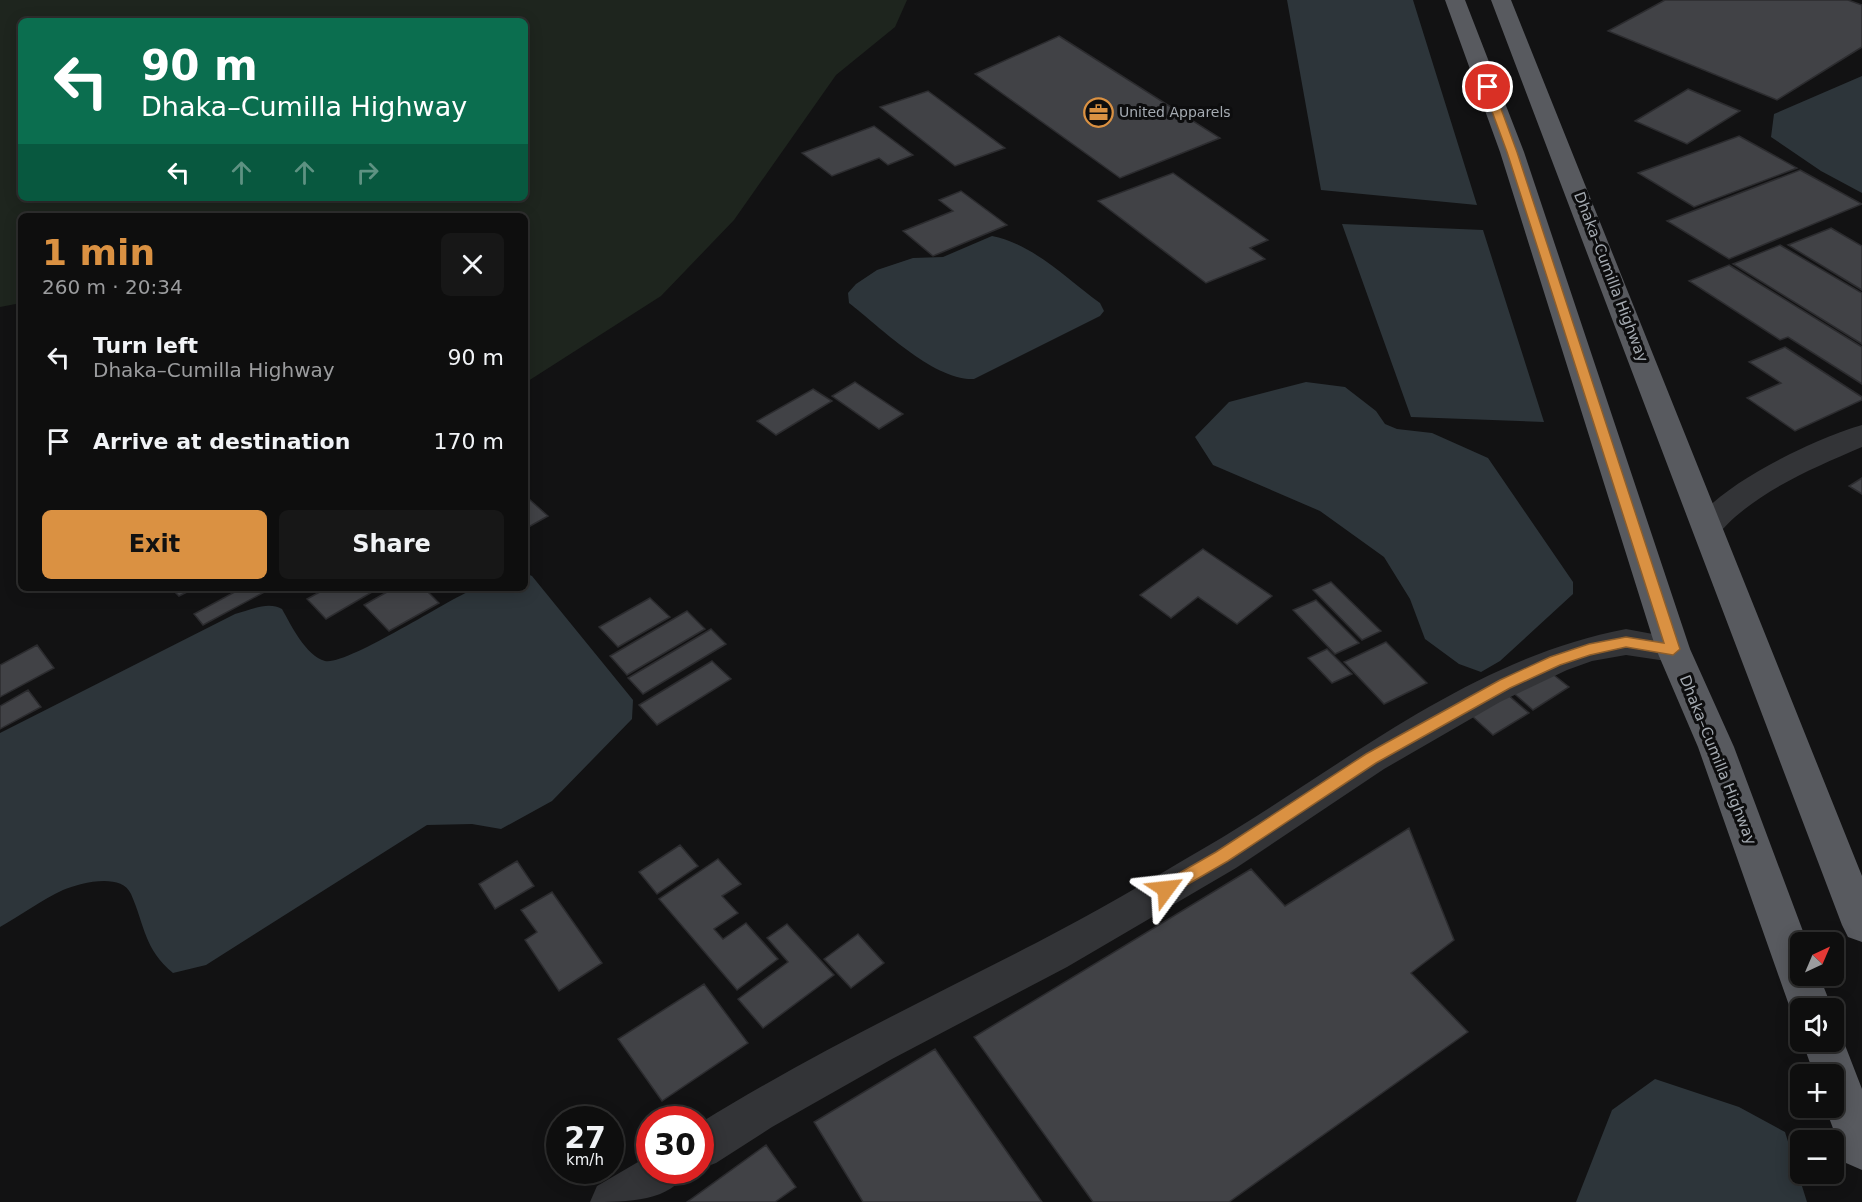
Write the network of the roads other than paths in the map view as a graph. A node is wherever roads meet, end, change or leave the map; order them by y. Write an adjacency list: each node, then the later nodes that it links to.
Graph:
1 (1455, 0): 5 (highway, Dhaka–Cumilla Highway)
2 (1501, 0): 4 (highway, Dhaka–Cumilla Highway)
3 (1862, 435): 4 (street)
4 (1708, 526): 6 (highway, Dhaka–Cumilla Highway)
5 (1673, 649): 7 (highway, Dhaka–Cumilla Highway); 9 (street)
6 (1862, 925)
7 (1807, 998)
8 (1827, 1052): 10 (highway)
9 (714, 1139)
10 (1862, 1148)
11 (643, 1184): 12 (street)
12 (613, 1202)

- - - -

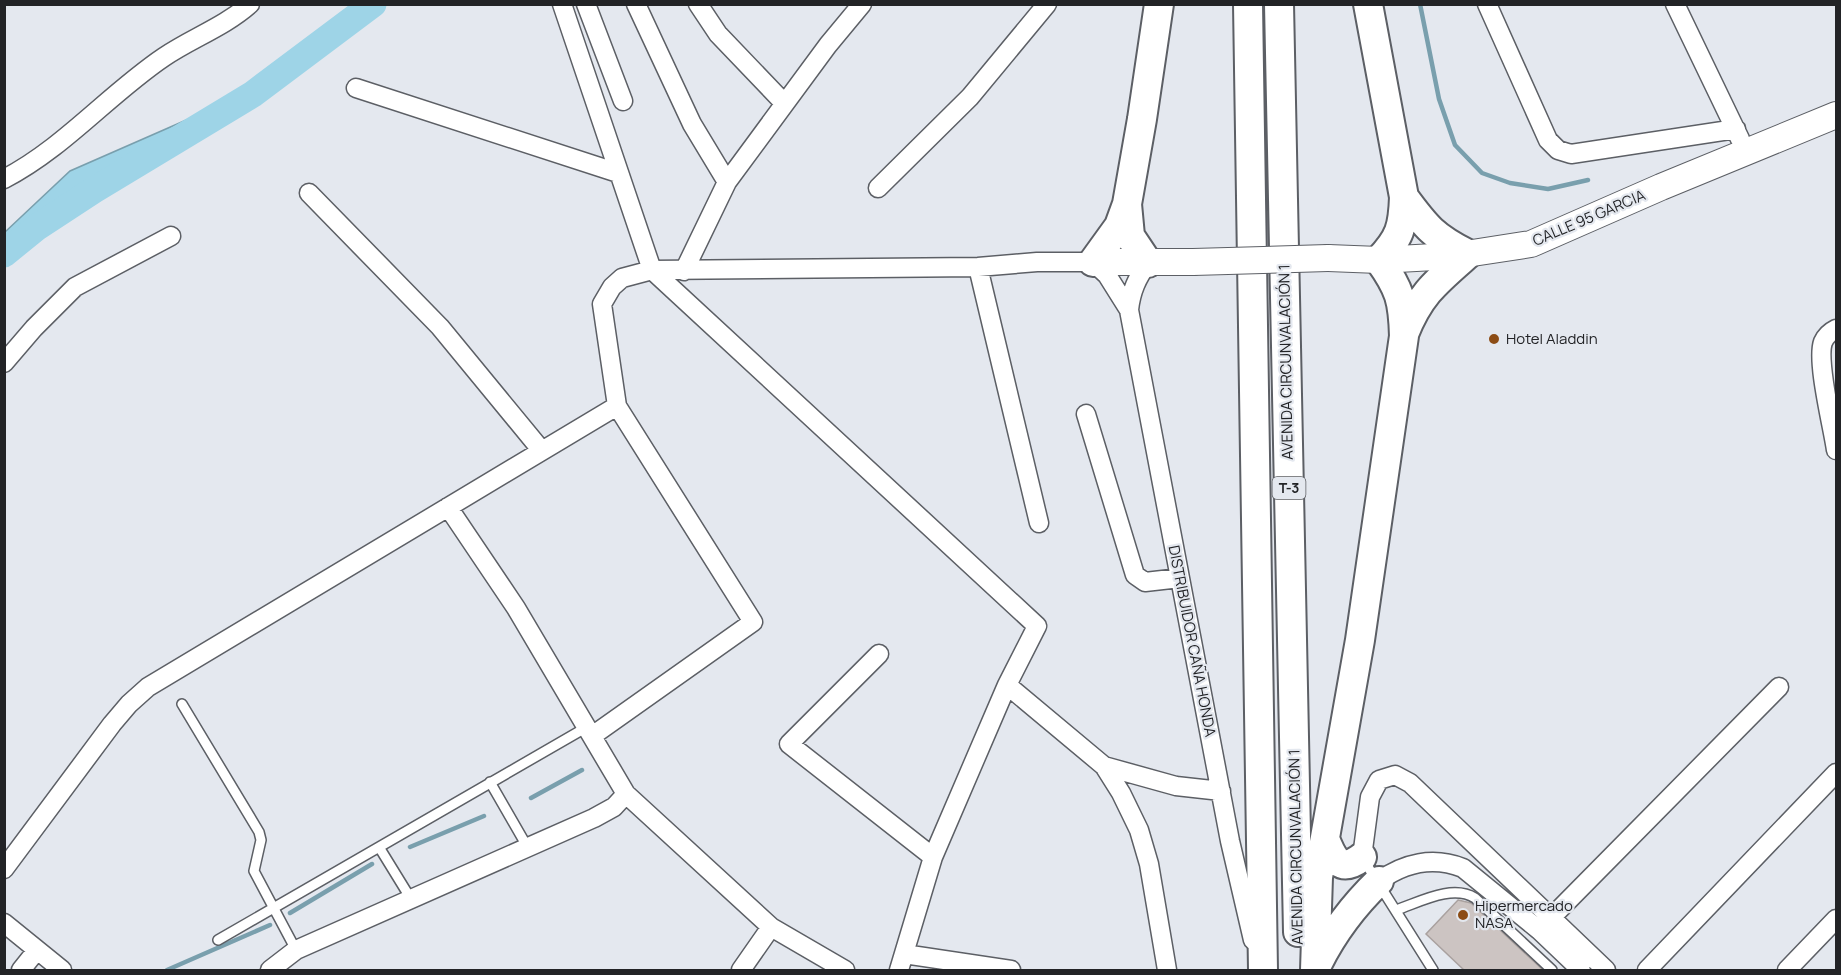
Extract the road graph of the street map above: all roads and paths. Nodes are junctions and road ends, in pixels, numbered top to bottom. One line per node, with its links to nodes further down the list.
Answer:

- - - -

**DIRECTIONS:** In the records, find every line that has the string "list" and copy it.

**PROBLEM SOLUTION:**
Write the network of the roads other than paths in the map view as a graph. A node is wherever roads meet, end, change or leave the map; order them by y. Write an adjacency list: each node, then the later nodes that it links to.
Extract the road graph of the street map above: all roads and paths. Nodes are junctions and road ends, in pixels, numbered top to bottom. One line per node, with its links to nodes further down the list.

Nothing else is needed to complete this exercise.